_INSTRUCTIONS FOR THE TASK_: Every line below that includes "main" counts toward the total. Report that total alone.

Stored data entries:

▶

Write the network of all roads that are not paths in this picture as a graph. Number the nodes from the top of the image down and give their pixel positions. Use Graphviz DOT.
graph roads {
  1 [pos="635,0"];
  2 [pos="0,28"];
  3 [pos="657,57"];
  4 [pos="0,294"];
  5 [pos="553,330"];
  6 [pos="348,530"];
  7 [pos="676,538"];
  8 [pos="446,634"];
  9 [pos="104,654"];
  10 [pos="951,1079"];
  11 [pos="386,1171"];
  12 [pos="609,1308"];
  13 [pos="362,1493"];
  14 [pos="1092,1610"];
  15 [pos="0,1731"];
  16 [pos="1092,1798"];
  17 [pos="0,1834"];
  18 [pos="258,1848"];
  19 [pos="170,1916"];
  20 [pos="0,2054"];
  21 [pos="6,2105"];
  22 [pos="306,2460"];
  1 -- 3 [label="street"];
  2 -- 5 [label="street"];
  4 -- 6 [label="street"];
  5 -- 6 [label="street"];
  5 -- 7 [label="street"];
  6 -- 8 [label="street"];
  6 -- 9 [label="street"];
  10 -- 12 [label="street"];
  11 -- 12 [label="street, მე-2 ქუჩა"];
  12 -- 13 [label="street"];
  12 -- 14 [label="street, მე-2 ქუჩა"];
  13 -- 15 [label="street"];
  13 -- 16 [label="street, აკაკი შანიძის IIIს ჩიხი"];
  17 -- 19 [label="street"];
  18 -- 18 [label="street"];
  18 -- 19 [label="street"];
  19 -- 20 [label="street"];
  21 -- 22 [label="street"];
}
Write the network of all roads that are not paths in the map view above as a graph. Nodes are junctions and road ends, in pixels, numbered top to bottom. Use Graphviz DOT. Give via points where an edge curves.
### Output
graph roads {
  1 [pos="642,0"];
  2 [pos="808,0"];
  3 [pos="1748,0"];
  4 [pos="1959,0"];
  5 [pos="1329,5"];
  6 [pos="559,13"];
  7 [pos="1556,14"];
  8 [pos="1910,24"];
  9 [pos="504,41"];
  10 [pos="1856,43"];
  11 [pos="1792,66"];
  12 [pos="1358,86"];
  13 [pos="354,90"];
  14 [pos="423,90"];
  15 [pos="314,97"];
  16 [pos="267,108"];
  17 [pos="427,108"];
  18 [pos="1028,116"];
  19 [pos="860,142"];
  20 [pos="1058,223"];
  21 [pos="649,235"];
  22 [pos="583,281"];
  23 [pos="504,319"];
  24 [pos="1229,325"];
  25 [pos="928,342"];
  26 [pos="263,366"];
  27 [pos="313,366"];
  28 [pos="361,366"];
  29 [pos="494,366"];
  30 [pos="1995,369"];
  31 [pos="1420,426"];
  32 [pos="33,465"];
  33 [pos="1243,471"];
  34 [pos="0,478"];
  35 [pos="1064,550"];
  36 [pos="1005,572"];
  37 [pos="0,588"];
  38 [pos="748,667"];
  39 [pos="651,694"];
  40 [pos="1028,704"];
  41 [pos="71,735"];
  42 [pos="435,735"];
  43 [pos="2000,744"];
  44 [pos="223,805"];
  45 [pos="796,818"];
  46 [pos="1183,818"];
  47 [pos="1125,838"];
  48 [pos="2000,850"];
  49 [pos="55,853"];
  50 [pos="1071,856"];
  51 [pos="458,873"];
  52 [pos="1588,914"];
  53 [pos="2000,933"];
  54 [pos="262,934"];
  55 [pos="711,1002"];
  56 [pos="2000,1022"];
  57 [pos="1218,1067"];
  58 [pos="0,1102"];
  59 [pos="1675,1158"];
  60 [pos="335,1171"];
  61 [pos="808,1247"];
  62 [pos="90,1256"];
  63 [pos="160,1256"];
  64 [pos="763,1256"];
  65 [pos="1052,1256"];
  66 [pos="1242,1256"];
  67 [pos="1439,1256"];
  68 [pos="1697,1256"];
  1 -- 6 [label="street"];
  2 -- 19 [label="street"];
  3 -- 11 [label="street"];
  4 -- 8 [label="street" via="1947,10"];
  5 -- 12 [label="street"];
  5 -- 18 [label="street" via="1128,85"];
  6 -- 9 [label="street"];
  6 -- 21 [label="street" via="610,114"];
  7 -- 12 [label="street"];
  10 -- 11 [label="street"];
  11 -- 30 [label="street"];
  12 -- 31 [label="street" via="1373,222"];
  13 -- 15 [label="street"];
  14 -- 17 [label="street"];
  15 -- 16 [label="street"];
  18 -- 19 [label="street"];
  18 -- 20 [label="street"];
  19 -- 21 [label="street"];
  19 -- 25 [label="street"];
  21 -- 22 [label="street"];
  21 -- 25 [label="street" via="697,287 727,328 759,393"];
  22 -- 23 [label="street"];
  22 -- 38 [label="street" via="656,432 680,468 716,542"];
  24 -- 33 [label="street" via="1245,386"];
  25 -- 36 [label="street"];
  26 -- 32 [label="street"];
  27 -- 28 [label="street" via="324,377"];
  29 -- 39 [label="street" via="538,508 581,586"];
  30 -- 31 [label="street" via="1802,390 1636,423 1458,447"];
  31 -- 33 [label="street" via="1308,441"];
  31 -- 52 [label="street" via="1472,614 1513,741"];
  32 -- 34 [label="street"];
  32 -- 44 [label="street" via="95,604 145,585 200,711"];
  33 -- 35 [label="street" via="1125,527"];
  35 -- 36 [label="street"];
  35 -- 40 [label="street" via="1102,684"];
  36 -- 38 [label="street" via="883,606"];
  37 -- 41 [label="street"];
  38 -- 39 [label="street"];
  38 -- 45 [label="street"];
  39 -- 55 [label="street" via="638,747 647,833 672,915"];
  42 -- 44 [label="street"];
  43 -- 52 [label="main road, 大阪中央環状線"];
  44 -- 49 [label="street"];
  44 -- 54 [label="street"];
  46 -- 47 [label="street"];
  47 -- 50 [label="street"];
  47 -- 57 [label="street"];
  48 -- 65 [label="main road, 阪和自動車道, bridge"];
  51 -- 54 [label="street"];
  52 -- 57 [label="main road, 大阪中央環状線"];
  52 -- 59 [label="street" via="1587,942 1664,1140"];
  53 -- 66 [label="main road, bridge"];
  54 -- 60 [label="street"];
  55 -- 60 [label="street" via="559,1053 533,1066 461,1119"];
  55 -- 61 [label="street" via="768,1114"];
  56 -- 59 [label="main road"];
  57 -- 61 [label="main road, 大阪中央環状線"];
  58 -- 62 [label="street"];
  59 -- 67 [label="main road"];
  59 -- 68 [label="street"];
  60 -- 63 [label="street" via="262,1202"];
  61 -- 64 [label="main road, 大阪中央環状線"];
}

◀

_EXPECTED ANSWER_: 8